A 69-year-old woman with a multinodular thyroid came to NYU Langone Health for treatment of type 2 diabetes mellitus. Discerning a confluence of possible risk factors for thyroid cancer, her new endocrinologist took the unusual step of monitoring her calcitonin levels, which proved to be a prescient decision.
An Abundance of Caution
The patient was referred to Loren Wissner Greene, MD, clinical professor in the Department of Medicine, by her ophthalmologist, who found the woman’s diabetes was poorly controlled. In addition to metformin and insulin, she had been prescribed liraglutide by her previous endocrinologist and had been taking it for more than a year. As Dr. Greene considered the patient’s therapeutic regimen, the latter medication stood out as potentially problematic.
Liraglutide is a glucagon-like peptide receptor agonist (GLP-1 RA), a drug class of growing popularity owing to its efficacy in treating both diabetes and obesity. However, this class of medications presents significant safety concerns—including a causal, dose-dependent association with medullary thyroid cancer (MTC) in rodent models. Preclinical studies show that GLP-1 receptors on thyroid C cells mediate calcitonin production and proliferation in rats and mice, such that rising calcitonin levels are a marker for MTC in those animals.
To date, clinical trials have shown no definitive risk of MTC, a rare form of thyroid cancer, in humans treated with GLP-1 RA drugs. Indeed, healthy human C cells do not express GLP-1 receptors, and such receptors are present in only 27 percent of human MTCs. Nonetheless, the rodent studies’ association between these medications and MTC prompted the U.S. Food and Drug Administration to mandate continuing studies. A black box warning on liraglutide cautions against use of the drug by patients who have multiple endocrine neoplasia type 2 or a personal or family history of MTC.
The patient had no such history—or at least none that was known. Her prior endocrinologist had once sent her for a needle biopsy of a suspicious lesion, but it had tested as benign. Still, because of the history of such a nodule—and because multinodular goiter may be associated with a higher risk of thyroid cancer—Dr. Greene deemed it prudent to track the patient’s calcitonin level as she continued on liraglutide therapy.

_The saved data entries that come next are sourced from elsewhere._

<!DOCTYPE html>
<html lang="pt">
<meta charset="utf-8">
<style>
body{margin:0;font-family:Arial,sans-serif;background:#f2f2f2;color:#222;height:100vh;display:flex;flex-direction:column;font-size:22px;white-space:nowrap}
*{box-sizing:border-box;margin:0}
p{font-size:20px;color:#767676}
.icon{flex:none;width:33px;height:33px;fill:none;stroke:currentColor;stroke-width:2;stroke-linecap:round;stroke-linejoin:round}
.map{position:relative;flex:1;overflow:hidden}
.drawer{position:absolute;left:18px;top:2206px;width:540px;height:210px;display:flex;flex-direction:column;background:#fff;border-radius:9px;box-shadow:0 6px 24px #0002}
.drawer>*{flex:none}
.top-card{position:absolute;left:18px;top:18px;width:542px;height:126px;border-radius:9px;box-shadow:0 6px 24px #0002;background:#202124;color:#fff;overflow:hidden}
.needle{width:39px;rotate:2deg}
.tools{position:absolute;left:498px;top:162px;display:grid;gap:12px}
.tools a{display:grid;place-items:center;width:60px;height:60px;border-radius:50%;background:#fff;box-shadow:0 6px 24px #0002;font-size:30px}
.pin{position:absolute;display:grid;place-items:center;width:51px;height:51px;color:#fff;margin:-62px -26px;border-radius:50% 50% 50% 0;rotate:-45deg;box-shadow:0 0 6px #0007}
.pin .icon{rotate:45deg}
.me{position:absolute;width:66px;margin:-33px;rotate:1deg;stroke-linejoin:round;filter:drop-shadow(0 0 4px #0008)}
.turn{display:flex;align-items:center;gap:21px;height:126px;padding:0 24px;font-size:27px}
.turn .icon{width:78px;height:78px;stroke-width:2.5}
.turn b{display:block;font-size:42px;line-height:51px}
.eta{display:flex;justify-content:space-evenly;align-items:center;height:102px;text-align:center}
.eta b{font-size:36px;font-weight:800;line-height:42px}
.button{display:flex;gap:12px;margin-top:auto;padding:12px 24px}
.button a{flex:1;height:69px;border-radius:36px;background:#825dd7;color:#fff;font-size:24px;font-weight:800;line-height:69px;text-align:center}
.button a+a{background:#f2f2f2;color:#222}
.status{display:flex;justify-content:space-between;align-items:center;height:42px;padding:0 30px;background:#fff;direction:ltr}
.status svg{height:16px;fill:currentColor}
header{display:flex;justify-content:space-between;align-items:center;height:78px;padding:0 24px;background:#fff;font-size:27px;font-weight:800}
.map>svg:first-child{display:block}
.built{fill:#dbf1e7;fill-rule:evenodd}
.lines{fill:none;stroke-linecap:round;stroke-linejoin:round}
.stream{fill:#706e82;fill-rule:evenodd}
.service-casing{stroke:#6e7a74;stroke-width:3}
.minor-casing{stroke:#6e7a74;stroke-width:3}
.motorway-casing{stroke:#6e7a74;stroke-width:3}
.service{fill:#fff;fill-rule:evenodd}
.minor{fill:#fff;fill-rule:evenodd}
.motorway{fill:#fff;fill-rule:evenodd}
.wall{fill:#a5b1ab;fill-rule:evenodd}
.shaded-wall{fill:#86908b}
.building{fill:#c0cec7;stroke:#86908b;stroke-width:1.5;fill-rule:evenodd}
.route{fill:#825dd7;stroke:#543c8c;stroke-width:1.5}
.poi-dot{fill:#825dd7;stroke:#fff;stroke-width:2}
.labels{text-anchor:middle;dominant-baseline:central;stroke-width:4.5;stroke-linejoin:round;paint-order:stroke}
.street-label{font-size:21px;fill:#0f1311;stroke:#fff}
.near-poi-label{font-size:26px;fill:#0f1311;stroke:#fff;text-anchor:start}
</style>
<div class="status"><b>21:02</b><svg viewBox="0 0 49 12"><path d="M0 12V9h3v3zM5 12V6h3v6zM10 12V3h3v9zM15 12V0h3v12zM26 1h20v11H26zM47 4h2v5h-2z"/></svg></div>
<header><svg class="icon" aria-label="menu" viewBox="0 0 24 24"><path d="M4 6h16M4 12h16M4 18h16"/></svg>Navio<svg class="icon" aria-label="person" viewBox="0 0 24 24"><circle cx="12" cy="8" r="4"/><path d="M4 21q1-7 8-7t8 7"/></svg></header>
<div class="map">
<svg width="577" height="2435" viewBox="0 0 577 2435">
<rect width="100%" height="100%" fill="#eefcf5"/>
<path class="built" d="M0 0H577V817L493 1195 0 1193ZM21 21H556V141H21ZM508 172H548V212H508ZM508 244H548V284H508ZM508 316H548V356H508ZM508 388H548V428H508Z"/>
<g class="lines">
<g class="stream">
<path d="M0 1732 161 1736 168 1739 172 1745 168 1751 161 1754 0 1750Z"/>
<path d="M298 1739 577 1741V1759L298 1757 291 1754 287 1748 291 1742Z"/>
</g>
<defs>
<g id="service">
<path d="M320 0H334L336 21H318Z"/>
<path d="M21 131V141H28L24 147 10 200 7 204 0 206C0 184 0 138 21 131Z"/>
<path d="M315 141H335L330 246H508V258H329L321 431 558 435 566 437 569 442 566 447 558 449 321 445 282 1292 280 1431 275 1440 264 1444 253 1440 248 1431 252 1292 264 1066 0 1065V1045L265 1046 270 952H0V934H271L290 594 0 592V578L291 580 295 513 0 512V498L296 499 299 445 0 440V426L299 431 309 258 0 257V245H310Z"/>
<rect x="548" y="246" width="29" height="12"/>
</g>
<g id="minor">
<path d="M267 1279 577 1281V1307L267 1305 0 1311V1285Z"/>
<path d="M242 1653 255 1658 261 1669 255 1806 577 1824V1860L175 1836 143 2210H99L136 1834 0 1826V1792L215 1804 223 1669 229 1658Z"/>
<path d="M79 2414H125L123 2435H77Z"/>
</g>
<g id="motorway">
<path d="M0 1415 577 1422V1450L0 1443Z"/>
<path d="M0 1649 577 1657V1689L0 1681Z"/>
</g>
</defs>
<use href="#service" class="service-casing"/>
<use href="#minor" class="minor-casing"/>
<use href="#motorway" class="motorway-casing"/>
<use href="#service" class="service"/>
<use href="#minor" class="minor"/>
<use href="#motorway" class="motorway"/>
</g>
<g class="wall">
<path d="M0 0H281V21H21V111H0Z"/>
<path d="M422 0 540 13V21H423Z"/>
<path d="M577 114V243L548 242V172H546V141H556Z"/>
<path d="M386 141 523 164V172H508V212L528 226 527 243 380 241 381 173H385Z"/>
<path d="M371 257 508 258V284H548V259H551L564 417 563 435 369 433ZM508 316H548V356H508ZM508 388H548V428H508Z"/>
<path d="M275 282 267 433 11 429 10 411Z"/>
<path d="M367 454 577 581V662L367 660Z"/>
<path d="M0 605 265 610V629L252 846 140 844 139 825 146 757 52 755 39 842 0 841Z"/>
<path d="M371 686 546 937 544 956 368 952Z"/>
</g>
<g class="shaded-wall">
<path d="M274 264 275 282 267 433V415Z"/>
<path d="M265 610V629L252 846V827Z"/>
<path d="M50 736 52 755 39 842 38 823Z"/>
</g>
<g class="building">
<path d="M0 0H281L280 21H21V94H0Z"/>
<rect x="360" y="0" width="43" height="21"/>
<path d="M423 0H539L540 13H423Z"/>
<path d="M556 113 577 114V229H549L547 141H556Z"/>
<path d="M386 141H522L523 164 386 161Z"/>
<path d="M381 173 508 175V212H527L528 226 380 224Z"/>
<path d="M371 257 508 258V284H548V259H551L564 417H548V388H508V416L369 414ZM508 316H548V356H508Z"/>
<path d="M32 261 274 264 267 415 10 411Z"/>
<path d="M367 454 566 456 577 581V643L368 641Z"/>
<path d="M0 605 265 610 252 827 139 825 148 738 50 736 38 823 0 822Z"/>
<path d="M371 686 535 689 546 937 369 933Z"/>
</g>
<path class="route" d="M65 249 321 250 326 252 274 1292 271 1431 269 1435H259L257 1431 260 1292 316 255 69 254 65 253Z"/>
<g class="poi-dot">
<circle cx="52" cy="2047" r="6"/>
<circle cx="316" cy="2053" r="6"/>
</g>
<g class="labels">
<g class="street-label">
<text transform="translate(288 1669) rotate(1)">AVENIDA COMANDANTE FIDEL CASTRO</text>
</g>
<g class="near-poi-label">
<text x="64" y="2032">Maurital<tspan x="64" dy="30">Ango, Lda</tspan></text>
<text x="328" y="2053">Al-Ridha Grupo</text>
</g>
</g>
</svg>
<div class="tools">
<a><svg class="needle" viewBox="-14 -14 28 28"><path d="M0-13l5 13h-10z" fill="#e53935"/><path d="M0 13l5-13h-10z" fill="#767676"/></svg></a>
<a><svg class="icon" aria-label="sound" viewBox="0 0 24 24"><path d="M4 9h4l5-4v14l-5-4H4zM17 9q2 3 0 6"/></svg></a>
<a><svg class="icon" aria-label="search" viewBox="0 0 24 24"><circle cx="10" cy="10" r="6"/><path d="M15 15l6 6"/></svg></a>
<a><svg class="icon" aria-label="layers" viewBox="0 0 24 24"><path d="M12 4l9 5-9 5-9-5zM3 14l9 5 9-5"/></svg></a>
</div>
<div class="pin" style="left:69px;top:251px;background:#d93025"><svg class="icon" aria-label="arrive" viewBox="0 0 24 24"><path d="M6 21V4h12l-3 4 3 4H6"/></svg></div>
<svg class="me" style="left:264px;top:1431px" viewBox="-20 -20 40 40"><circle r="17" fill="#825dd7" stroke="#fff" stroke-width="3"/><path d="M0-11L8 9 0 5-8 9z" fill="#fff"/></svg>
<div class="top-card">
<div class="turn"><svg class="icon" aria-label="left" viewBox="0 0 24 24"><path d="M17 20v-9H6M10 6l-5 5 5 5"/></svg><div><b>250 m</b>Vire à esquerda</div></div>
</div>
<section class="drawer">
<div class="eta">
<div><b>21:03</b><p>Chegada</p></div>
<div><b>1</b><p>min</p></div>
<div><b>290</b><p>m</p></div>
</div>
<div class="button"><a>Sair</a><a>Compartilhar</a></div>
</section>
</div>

She saw no reason to switch the woman to an SGLT-2 inhibitor since such drugs could pose hazards of their own. “When I first tested her, her levels were slightly elevated, but not worryingly so,” Dr. Greene recalls. “I thought it best to watch and wait.”
A Rare Discovery
Over 18 months, the woman’s diabetes control improved on liraglutide, but her calcitonin levels continued to creep upward. Concerned by this trend, Dr. Greene referred her for a thyroid ultrasound. Imaging showed a slightly larger suspicious nodule. And this time, a fine-needle biopsy identified it as medullary carcinoma.
At NYU Langone’s monthly interdisciplinary thyroid conference, the assembled clinicians—endocrinologists, surgeons, cytologists, ultrasound radiologists, and nuclear medicine specialists—discussed the best way to proceed. Some argued for a hemithyroidectomy, but Dr. Greene decided that a full excision would be safer, given that MTC (unlike other types) cannot be treated with radioactive iodine if partial surgery leaves some malignant cells behind.
“The patient led her church choir, and she was very worried that the procedure might harm her voice,” says Dr. Greene. Happily, however, the thyroidectomy left her vocal cords intact. Tissue analysis determined that the surgery also removed two previously undetected papillary tumors. The patient recovered fully and remained cancer-free at the one-year follow-up.
Dr. Greene is currently working with researchers at other institutions to identify similar incidences of MTC associated with GLP-1 RA diabetes medications in patients with multinodular goiter; so far, she and her colleagues have found another two. She presented a poster on this case at the 2019 American Thyroid Association (ATA) meeting with Chelsey K. Baldwin, MD, clinical instructor of medicine, who assisted in treatment.